GlaxoSmithKline (GSK)

SELL £15.77 TARGET £13.80 STOP LOSS £16.50

Market value: £77.2 billion

Prospective PE 2014: 12.5

Prospective PE 2015: 11.4

1-month price change: -5.1%

12-month price change: 10.3%

Dividend yield 2014: 5.3%

Glaxosmithkline

The chart for pharmaceuticals giant GlaxoSmithKline (GSK) has an unsettling look to it and the stock may be about to prove a bitter pill for investors' portfolio.

After a run that has seen the FTSE 100 firm's shares surge by 35% from last November's £13.18 low, a pull-back of some kind looks healthy. The appearance of a double-top pattern targets a retreat to £14.78, the 38.2% retracement of the rise from April 2009’s 987p trough to May’s £17.82 peak. The next stop would be £14.30, which sits close to both the top of a sideways congestion range that dominated throughout much of 2012 and also the 61.8% retracement of the last main rise. Should that level give way then the market will start to focus on £13.85 and the 50% retracement of the rise from 987p, a zone which a bull trend line is rapidly approaching.

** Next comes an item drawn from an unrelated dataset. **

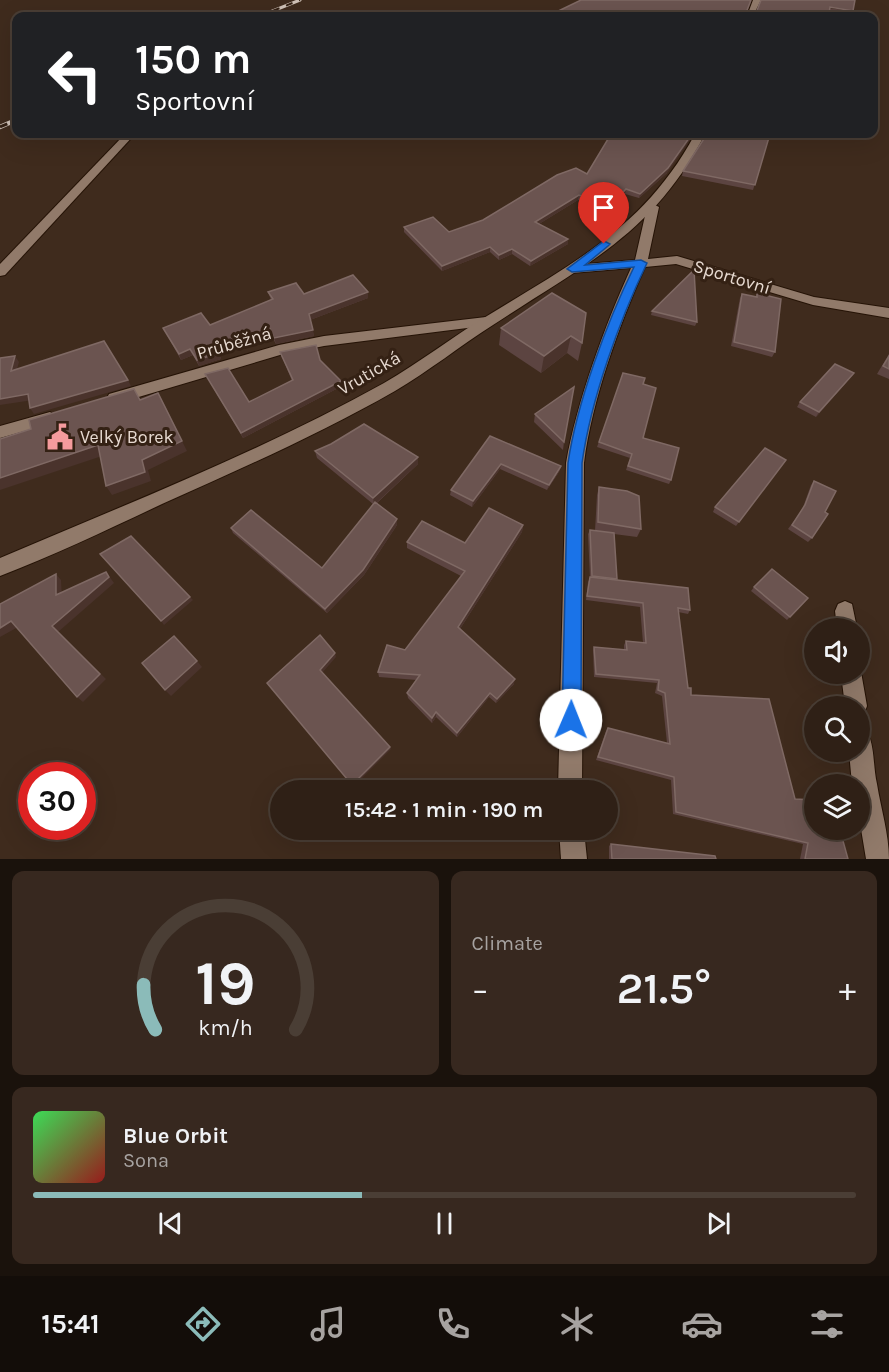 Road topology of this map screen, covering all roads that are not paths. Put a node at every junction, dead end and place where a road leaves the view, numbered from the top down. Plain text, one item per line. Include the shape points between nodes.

Taking a broader perspective, the drug firm had languished in a large trading range for fully 11 years. The prospect of renewed weakness so soon after what might have been a new upward trend does not offer much encouragement. Perhaps the shares will prove to be slow burners as they first ease back to test support from the long-term trajectory of the bull trend line that is beckoning only to then regain momentum. For this to happen GlaxoSmithKline ultimately needs to make a decisive move above £16.45 and then stay there.